What does it mean to be human? This is not asking for an explanation of the totality of existence, but an explanation for our own. The rest of reality is accepted because if anything exists, something must exist, and anything can be something. But what about ourselves? Is our existence an accident, or is there a purpose to it? Individually and collectively, how do I understand myself?
Because of my philosophic background and my range of belief-refuting experiences, I’ve begun to hold some paradoxical principles to be metaphysical principles. One such principle is that the fact that nothing can exist apart from the rest of existence necessarily implies that there is no objectively speakable truth to existence. To put it still incorrectly but poetically, the truth is existence. This way, the now is always a simple fact of existence as it is understood to be, typically. The past is a recollection of a memory, or a previous now, and the future is the imagination of a coming now. Life implies death, but death implies new life. Still things do not have ends, but changes, and there are durations where there are lengths, and vice versa.

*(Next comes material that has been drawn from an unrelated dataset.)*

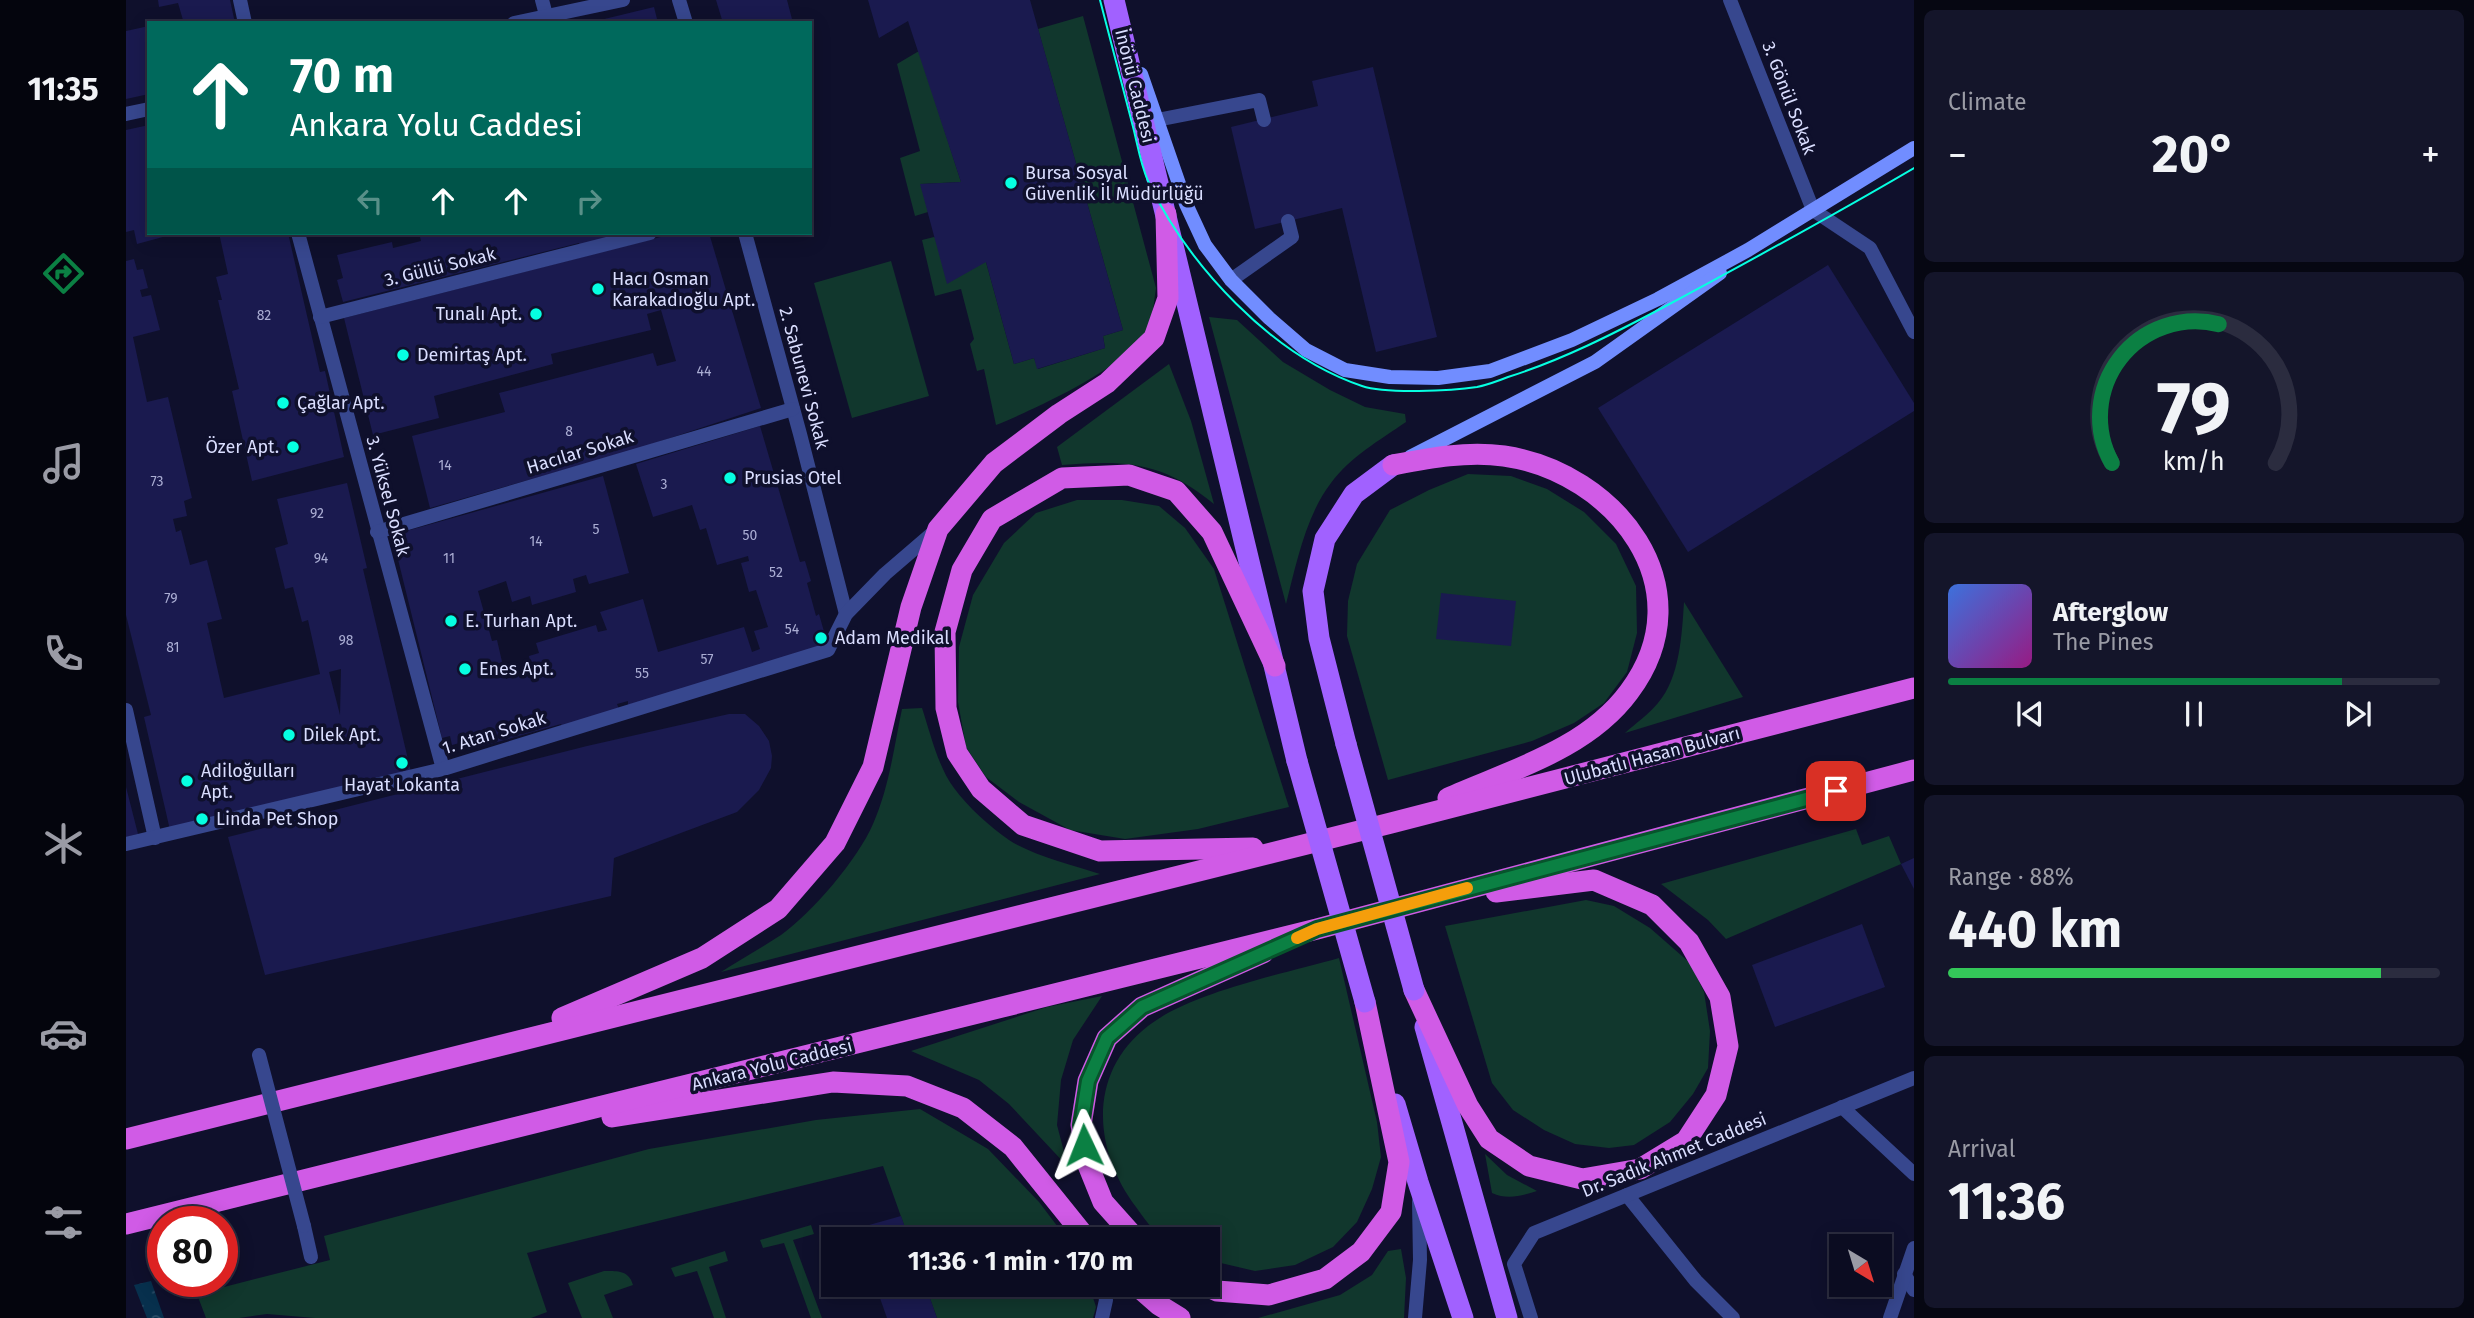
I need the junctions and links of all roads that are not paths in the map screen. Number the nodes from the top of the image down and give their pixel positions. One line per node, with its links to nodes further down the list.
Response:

To be human, is simply to be in human form with human abilities and all that entails. There are some things that we can do from our bodies, and some things that we can’t, but what we are is not the same as our forms. For instance, if what we are is our body, then we are really the collection of many trillions of things called cells working together in order to maintain a running system where as many cells as possible benefit from their neighboring cells functions. Even on a social level rather than a biological one, humanity’s prosperity is threatened when systematized groups are in discordant relationships rather than harmonic ones.
This pattern can be applied to any level of “relationships” within humanity as well, personal and civil. It’s by way of relational understanding, thinking about the connectedness and inseparability of things within reality, that allows a person to develop spiritually, which means in their own connectedness. To be human is to be a human-thing in the long history of human-things, nothing more or less. Though, what we are is not human, only perceived in “human” form, so our track of history includes that which is the result of our evolution, or change.
To be in human form is to be the kind of animal we are, with the kinds of minds that we have. Minds that are very advanced in the abilities of their conscious attention and mental processing, but who are also burdened by these abilities in that because of the extremity of their individual existences and their ability to be so keenly aware of it, they suffer from their own self-perception.
We experience stress, depressions, and anxieties directly because of our perception of our existence in relation to our beliefs about how our existence should be. I wouldn’t say that there is no way our lives should objectively be, but there’s certainly no way of saying how our lives should be. At least, not any way that fully explains the nature of our existence. But it can definitely be said that human existence is not one without conflict or strife.
Suffering seems inherent to our condition, and it is the reason for what we would call “evil”. Suffering is emotional disparity as a result of alienation from reality, though I would argue it is not unreasonable or unfavorable to so frequently be subjected to. If anything, it is fortunate. The function of existence is existence, but existence is not a thing that I refer to like reality. As I said, truth is existence, so existence is also truth. Change happens, and it happens continually and cyclically. If we derive abstract things from the entirety of existence, we can also apply change to the things which we derive. By assuming an identical relationship over time throughout the changes in nature, which is the function of our dualistic mind, then you have a thing which does not just change, but adapts and can evolve or devolve so long as it remains an entity.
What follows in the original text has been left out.